Search the records for the string "roads" and return each line that has it.

── PROVIDED DATA ──

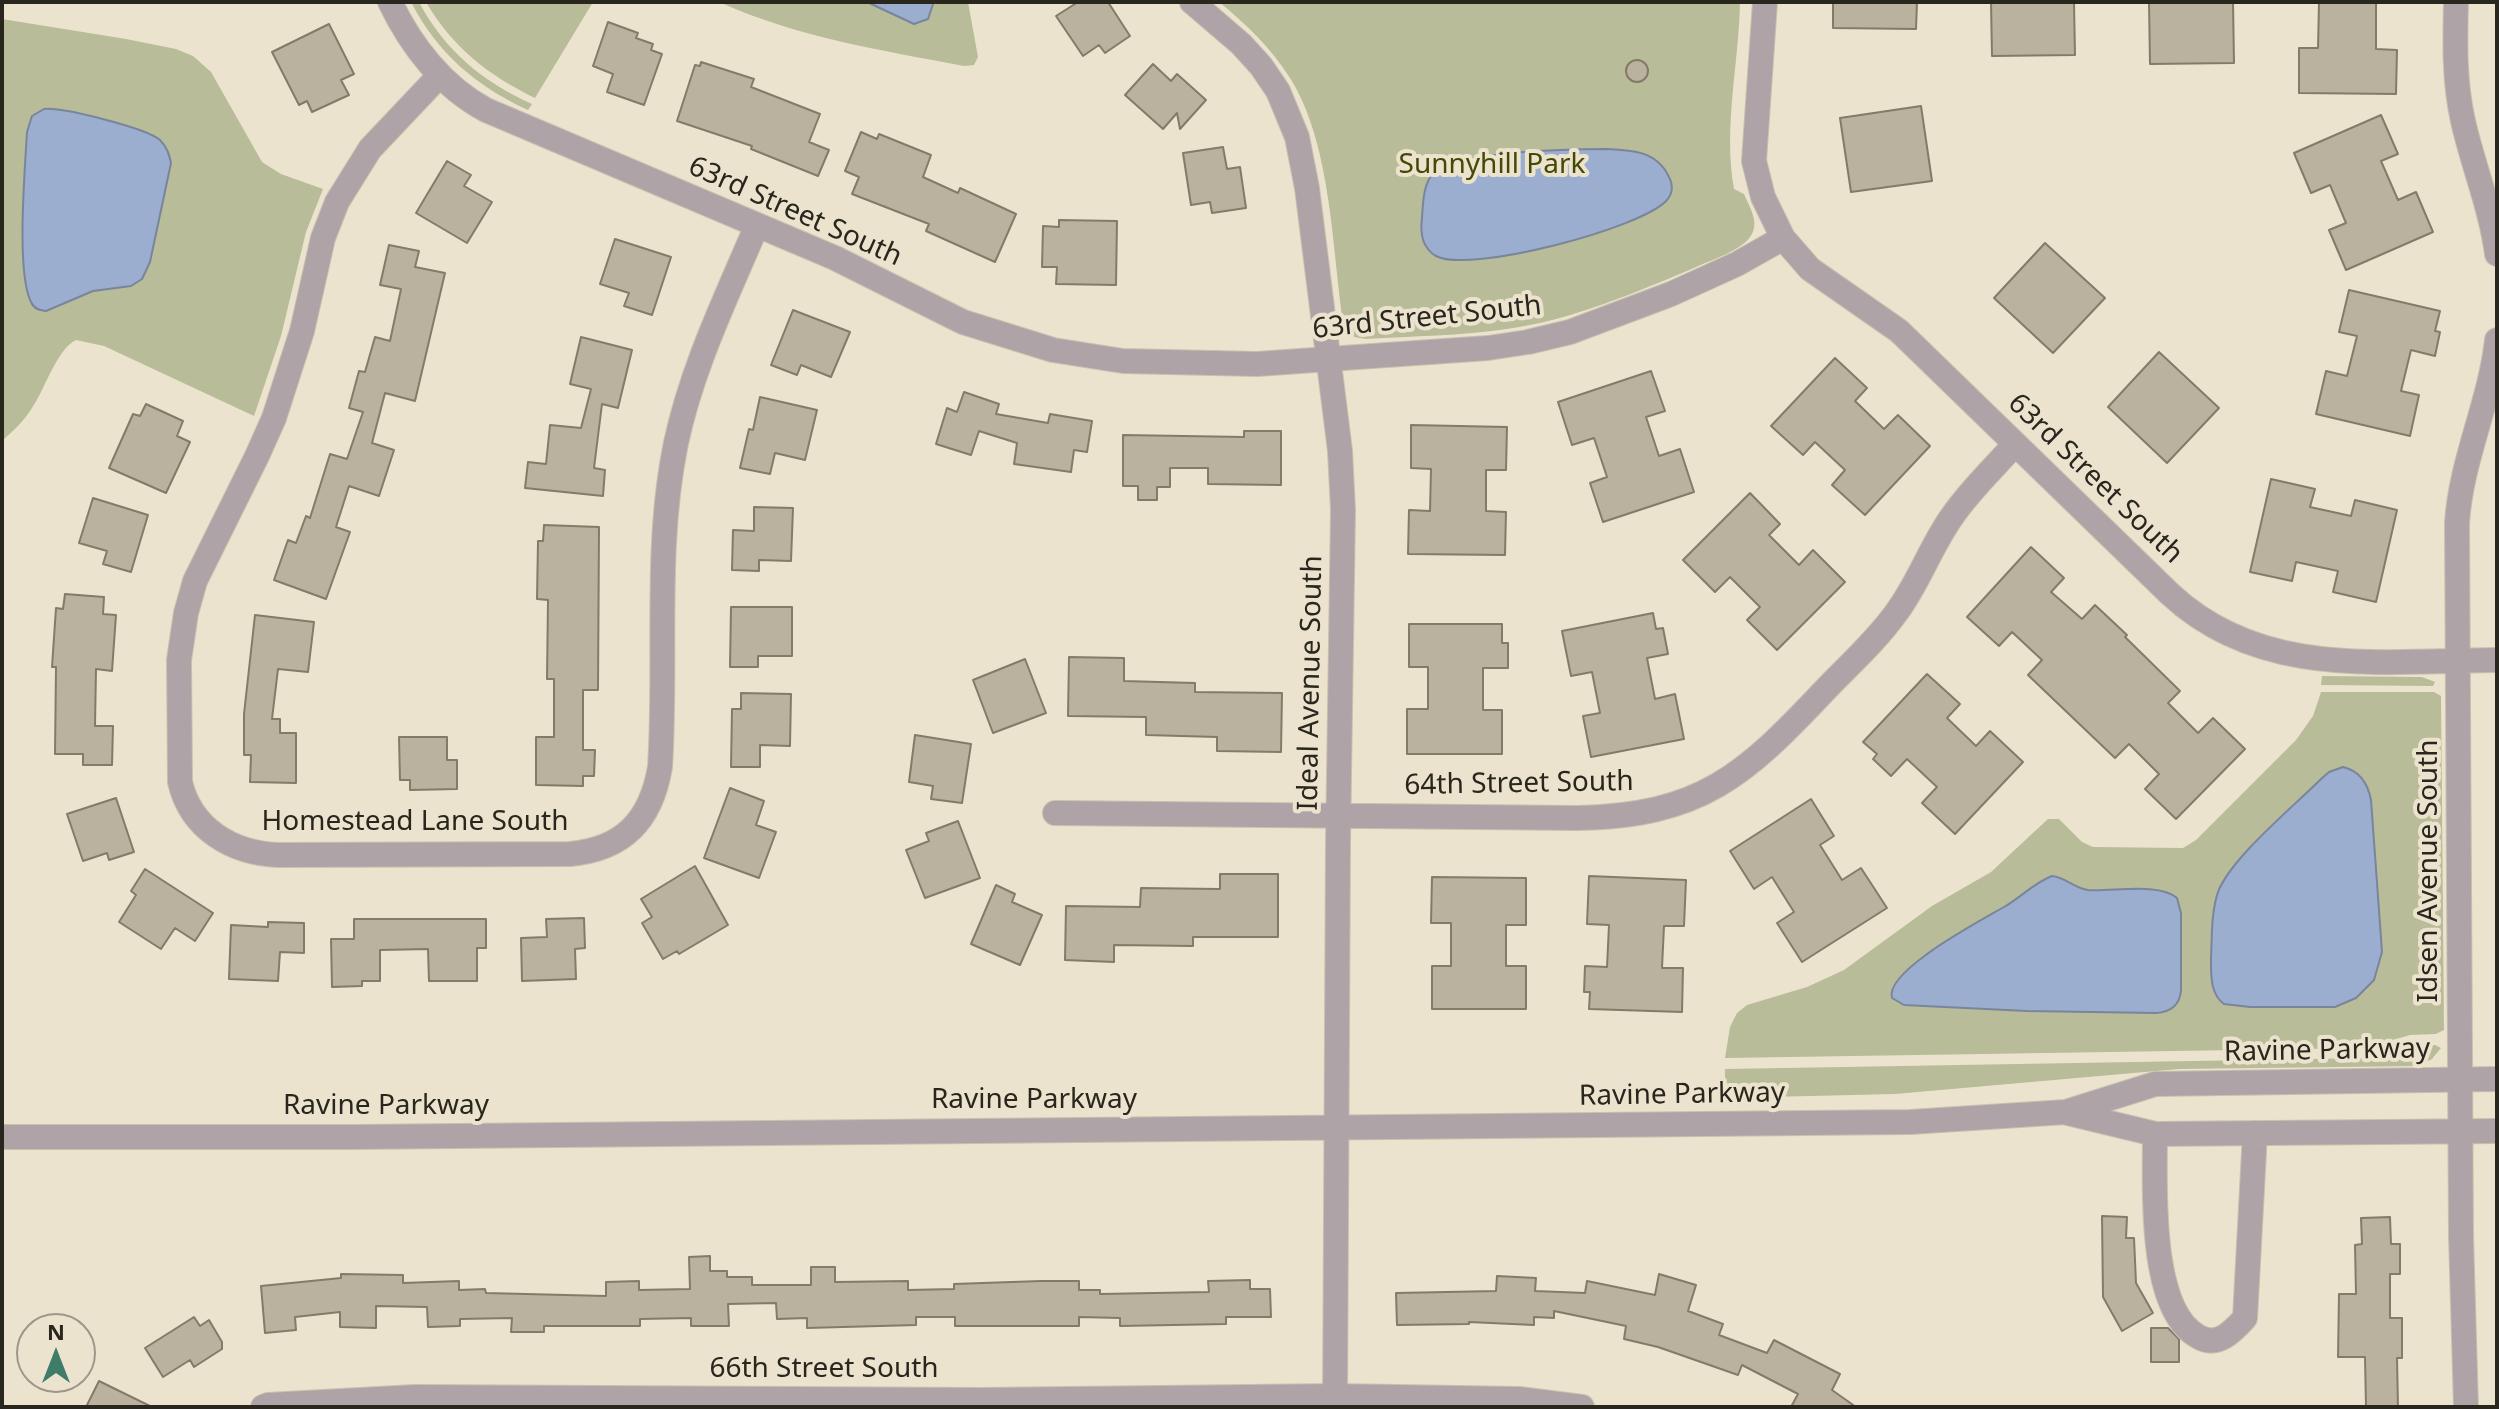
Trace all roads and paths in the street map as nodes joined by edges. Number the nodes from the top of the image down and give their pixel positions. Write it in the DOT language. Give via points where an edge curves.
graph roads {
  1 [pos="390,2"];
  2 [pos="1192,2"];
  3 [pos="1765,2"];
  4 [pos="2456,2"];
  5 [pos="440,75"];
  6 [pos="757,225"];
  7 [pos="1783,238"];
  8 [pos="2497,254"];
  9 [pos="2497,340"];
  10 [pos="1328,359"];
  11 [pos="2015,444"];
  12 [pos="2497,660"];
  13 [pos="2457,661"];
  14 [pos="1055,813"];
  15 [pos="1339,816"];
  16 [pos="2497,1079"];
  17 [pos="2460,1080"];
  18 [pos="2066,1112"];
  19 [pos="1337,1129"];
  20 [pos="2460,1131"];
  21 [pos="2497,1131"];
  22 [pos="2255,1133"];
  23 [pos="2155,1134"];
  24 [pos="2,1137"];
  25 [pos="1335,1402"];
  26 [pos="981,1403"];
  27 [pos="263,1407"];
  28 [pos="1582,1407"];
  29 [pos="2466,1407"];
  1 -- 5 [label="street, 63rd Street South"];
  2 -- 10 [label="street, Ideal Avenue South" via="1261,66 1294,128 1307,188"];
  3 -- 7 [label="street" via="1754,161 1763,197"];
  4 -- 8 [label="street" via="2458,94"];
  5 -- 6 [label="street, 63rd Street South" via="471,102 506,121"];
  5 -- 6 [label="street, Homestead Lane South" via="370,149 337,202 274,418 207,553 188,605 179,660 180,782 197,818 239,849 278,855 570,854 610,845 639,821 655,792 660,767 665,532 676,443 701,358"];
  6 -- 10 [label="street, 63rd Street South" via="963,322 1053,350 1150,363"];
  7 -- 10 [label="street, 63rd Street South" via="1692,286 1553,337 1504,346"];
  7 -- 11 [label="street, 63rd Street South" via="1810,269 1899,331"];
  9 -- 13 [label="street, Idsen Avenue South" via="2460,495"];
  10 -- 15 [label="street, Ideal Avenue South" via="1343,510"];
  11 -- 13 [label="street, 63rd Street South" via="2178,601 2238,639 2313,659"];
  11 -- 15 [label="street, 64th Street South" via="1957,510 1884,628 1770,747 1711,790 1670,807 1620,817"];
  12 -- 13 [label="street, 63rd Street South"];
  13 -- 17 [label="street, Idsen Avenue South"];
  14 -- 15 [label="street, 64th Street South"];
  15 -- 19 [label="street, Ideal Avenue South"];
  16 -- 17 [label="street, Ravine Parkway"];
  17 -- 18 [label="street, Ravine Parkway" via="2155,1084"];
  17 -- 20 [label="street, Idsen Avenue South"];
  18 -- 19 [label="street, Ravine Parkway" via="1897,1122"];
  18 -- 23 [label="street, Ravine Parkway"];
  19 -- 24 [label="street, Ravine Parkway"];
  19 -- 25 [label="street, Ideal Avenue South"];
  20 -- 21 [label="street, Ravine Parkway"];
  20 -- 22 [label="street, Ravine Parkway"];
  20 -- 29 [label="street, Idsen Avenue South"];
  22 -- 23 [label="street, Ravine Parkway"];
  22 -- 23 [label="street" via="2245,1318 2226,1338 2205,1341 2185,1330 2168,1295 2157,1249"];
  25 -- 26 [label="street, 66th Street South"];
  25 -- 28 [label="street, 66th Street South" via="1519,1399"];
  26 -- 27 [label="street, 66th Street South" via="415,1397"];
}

───

● REPLY
Trace all roads and paths in the street map as nodes joined by edges. Number the nodes from the top of the image down and give their pixel positions. Write it in the DOT language. Give via points where an edge curves.
graph roads {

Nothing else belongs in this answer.